Justiça
5 a 0: STJ condena jornalistas por matéria sobre Gilmar Mendes
O caso envolve uma reportagem de 2017 na revista ‘IstoÉ’. Para o relator, a redação está ‘permeada de ironias e insinuações’
A Terceira Turma do Superior Tribunal de Justiça decidiu, por unanimidade, acolher um recurso em que o ministro do Supremo Tribunal Federal Gilmar Mendes pedia a condenação de dois jornalistas e da revista IstoÉ por uma reportagem publicada em 2017.
Gilmar perdeu na primeira e na segunda instâncias no Distrito Federal e conseguiu reverter a situação no STJ. Votaram a favor do ministro o relator, Ricardo Villas Bôas Cueva, e os colegas Humberto Martins, Daniela Teixeira, Moura Ribeiro e Nancy Andrighi. O julgamento terminou na noite da segunda-feira 9.
Cueva votou por condenar a editora Três e os jornalistas Octávio Costa (atual presidente da Associação Brasileira de Imprensa) e Tabata Viapiana ao pagamento de 150 mil reais em indenização por danos morais, com correção monetária e juros moratórios.
A ABI afirmou antes da votação que uma condenação preocuparia organizações de defesa da liberdade de imprensa e teria o risco de fixar um precedente de censura judicial contra jornalistas.
A reportagem em questão, intitulada Negócio Suspeito, tratava de uma investigação sobre improbidade administrativa relacionada ao processo de estatização de uma universidade de Diamantino, em Mato Grosso.

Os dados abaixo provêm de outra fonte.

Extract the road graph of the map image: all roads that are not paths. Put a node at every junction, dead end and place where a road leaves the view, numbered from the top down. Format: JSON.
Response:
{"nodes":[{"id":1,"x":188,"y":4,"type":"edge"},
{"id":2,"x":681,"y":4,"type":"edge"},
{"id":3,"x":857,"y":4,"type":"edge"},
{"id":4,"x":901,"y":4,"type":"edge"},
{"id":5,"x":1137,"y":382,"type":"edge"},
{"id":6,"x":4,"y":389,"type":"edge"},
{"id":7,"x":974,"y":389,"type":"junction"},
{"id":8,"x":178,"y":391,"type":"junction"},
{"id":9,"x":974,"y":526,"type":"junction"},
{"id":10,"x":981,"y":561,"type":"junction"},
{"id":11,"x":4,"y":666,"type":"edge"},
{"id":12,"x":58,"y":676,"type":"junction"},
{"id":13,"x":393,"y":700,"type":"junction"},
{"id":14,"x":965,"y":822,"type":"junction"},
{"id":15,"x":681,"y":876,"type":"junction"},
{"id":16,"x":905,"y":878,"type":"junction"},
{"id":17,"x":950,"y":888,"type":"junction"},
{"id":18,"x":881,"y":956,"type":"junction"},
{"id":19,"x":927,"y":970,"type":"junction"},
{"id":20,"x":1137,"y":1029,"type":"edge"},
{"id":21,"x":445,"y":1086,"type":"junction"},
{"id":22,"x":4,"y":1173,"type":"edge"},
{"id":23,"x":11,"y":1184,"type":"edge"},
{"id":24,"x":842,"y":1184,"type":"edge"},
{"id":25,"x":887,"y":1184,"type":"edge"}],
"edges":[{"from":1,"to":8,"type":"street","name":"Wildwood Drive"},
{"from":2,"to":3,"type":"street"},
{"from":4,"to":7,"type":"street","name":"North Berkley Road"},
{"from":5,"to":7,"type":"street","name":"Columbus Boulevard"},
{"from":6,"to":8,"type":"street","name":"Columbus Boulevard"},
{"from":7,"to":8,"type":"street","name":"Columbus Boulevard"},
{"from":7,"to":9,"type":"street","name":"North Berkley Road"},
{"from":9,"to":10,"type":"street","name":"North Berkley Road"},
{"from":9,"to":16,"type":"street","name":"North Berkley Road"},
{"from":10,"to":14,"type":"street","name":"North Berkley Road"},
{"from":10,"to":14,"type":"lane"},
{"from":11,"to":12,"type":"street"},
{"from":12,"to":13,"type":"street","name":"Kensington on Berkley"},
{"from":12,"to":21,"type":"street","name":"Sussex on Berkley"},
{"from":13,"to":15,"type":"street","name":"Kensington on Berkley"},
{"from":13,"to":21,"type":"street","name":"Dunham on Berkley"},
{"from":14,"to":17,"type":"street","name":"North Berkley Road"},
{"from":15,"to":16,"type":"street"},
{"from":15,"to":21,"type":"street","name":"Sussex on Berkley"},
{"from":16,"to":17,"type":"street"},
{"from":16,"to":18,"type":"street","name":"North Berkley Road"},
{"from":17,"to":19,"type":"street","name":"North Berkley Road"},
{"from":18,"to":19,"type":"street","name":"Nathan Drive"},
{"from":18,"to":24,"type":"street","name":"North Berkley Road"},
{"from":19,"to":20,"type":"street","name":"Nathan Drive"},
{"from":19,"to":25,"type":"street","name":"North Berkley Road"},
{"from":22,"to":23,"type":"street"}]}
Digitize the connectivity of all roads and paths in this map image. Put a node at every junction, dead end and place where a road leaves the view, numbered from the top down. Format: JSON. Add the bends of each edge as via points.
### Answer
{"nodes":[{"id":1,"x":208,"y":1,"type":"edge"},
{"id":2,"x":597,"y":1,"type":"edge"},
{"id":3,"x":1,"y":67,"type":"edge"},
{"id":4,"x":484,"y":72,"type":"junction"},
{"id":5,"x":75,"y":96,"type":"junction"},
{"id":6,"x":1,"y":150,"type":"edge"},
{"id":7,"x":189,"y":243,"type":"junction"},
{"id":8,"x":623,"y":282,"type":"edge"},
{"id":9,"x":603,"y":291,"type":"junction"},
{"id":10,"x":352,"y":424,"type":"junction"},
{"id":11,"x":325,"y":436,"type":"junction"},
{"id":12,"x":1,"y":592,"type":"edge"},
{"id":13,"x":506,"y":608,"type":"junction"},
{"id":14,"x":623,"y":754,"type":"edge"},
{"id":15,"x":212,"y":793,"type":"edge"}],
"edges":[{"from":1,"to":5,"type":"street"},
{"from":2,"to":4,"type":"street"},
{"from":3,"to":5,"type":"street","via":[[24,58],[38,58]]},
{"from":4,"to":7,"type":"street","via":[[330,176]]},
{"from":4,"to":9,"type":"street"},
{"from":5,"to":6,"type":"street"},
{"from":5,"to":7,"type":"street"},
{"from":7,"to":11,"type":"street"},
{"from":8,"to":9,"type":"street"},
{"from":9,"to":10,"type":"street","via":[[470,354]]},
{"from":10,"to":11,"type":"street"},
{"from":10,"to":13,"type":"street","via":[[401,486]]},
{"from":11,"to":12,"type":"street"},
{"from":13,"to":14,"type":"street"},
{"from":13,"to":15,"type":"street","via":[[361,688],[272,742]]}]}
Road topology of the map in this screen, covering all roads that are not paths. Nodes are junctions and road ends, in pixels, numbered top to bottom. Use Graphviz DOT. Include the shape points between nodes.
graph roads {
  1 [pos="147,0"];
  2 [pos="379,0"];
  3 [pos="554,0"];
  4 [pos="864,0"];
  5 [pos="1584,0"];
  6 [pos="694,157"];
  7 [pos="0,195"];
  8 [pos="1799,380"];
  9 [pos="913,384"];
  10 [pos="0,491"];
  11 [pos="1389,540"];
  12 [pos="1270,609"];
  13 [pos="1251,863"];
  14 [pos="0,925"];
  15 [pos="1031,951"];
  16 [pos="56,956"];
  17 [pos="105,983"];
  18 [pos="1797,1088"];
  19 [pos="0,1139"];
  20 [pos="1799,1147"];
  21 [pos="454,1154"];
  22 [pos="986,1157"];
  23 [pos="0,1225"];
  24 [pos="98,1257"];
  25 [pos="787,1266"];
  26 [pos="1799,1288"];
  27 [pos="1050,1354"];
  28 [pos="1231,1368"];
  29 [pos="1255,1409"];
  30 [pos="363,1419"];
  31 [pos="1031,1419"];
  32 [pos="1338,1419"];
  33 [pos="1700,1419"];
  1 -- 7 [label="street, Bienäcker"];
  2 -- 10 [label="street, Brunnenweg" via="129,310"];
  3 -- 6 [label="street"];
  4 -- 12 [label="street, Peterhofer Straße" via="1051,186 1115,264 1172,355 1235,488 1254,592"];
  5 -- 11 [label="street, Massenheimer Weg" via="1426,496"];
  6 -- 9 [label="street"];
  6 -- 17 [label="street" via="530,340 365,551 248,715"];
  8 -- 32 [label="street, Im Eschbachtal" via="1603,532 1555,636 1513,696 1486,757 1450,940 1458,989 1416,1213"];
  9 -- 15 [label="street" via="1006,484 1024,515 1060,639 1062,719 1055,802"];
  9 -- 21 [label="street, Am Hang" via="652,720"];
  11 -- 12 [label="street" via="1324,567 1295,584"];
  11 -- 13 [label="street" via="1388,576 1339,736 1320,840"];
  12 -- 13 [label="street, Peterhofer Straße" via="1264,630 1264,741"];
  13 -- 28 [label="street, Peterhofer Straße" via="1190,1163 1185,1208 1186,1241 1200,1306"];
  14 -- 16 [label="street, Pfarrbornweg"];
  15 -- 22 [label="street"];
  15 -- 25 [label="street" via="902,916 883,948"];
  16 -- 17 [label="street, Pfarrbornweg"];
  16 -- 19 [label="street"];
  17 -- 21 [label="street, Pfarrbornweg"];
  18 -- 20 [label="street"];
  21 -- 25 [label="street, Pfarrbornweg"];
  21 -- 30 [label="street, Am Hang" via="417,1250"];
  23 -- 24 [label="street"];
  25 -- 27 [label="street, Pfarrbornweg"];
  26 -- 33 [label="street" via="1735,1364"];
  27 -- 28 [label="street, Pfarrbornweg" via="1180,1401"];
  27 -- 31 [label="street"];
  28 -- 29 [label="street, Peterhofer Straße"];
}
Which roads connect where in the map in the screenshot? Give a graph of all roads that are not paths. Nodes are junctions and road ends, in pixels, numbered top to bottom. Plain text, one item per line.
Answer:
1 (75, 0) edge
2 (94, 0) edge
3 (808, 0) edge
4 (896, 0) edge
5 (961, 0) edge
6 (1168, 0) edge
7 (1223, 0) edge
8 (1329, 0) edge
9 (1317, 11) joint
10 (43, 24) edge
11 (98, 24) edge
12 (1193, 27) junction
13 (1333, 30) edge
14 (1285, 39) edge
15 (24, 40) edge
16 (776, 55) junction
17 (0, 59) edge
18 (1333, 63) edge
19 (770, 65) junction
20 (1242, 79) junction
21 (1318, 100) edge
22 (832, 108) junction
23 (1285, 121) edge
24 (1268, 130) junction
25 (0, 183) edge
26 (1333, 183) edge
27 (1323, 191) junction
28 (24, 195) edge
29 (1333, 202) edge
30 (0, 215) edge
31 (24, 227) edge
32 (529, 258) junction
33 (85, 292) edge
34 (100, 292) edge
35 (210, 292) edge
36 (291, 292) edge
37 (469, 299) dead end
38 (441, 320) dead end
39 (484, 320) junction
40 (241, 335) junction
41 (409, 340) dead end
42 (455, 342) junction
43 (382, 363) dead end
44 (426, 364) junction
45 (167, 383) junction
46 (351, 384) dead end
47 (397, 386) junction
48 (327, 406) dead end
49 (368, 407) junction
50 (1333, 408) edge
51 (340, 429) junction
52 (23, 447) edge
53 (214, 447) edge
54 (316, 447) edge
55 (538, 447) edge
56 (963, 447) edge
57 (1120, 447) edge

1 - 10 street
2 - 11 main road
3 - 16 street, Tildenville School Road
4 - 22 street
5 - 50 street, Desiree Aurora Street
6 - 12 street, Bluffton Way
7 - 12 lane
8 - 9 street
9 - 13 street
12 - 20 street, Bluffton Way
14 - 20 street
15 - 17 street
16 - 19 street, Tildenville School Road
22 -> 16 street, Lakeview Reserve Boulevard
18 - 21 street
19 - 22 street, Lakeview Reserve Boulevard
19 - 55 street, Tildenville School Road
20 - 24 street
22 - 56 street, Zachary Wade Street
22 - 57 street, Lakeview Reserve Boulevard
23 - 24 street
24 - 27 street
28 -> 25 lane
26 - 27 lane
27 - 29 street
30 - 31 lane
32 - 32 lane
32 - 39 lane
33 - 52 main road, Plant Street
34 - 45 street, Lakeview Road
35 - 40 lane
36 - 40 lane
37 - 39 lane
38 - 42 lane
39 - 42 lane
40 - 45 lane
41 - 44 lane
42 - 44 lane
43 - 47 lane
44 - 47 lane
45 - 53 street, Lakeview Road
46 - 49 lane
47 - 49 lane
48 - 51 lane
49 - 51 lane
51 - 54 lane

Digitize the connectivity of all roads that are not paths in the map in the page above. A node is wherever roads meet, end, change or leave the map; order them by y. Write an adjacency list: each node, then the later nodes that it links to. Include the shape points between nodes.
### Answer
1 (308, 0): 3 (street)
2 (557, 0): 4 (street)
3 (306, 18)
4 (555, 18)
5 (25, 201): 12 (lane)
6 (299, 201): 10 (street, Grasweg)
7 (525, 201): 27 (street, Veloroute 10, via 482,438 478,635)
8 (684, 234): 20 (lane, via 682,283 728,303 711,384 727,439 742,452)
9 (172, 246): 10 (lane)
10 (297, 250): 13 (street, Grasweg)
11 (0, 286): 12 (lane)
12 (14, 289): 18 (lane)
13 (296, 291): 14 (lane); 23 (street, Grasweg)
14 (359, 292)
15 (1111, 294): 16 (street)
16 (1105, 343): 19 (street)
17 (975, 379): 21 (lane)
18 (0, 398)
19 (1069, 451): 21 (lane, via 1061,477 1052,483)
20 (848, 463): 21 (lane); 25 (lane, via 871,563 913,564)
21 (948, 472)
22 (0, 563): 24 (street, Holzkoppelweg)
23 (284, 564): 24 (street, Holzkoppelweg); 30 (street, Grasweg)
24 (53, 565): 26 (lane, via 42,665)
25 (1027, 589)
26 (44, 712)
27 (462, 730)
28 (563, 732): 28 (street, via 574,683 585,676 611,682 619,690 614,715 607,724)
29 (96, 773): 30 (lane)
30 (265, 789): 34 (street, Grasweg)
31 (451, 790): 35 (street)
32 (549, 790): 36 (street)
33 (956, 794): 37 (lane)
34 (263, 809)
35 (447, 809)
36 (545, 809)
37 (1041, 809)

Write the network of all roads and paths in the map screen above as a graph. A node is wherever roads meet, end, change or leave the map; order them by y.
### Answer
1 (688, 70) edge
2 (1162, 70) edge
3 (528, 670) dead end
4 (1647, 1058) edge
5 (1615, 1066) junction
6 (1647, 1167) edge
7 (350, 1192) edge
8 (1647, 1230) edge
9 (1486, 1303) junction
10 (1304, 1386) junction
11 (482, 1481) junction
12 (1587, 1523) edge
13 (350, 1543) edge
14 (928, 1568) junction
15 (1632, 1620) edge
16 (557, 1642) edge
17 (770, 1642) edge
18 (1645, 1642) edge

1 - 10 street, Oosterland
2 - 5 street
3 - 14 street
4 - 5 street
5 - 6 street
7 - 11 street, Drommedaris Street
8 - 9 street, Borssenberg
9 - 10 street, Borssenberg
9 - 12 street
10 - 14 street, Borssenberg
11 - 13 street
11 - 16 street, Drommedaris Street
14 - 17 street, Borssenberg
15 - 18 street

Em seu voto pela condenação dos jornalistas, Cueva afirmou que a matéria está “permeada de ironias e insinuações que se voltam nitidamente” contra Gilmar, “sendo nítido o intuito de associá-lo, de forma pejorativa, a imagem de alguém que se distancia da ética e que visa apenas resguardar benefícios pessoais e favorecer pessoas próximas”.
O ministro do STJ ainda alegou que o comportamento dos jornalistas demonstraria um distanciamento dos limites do exercício regular do direito de informar e de expressar o pensamento.